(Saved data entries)
********************

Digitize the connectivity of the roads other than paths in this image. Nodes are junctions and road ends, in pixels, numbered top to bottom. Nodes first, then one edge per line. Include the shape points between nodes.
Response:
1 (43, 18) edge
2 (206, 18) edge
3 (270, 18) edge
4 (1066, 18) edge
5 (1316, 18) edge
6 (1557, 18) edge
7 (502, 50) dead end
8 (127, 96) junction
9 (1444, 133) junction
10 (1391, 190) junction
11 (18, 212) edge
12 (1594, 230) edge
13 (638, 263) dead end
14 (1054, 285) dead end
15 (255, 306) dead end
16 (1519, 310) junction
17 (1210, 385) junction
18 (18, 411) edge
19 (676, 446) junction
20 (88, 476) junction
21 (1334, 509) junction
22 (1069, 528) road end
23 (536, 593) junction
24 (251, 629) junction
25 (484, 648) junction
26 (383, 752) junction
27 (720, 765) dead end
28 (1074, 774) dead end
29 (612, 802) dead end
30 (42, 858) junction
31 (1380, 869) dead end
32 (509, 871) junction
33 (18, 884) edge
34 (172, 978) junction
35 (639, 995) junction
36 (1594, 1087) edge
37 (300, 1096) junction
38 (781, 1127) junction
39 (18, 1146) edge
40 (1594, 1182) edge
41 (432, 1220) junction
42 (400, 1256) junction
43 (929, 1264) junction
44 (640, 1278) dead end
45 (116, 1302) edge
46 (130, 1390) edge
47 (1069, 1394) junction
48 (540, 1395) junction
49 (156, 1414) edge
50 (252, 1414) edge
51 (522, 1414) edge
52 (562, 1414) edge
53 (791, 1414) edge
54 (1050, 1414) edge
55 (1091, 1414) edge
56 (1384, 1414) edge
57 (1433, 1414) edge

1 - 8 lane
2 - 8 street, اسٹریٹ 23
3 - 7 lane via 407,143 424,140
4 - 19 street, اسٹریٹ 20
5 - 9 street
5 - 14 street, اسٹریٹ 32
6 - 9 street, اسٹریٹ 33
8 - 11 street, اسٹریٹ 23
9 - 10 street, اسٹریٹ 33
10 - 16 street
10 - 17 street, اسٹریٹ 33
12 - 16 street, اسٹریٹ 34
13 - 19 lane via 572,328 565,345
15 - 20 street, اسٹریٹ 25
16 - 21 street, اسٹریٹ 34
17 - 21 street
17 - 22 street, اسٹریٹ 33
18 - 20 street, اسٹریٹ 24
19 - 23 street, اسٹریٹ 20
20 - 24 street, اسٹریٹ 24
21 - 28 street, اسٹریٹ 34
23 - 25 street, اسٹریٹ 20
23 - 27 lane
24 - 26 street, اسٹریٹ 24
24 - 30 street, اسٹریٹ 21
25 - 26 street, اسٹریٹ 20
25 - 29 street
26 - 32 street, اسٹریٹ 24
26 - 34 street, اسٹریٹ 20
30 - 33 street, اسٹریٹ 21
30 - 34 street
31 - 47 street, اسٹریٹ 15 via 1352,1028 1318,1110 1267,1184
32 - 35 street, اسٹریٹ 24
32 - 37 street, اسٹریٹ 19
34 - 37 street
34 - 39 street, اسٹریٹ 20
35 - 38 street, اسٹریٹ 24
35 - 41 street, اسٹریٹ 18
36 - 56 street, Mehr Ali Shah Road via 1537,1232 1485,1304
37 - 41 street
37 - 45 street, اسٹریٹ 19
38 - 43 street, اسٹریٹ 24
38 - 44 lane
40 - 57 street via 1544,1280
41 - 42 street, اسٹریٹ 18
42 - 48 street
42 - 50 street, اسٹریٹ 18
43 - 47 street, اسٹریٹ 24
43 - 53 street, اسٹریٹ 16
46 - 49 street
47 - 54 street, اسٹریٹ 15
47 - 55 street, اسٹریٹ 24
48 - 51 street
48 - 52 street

********************

_Exercise_:
Report all lines above with "dead".

_Answer space_:
7 (502, 50) dead end
13 (638, 263) dead end
14 (1054, 285) dead end
15 (255, 306) dead end
27 (720, 765) dead end
28 (1074, 774) dead end
29 (612, 802) dead end
31 (1380, 869) dead end
44 (640, 1278) dead end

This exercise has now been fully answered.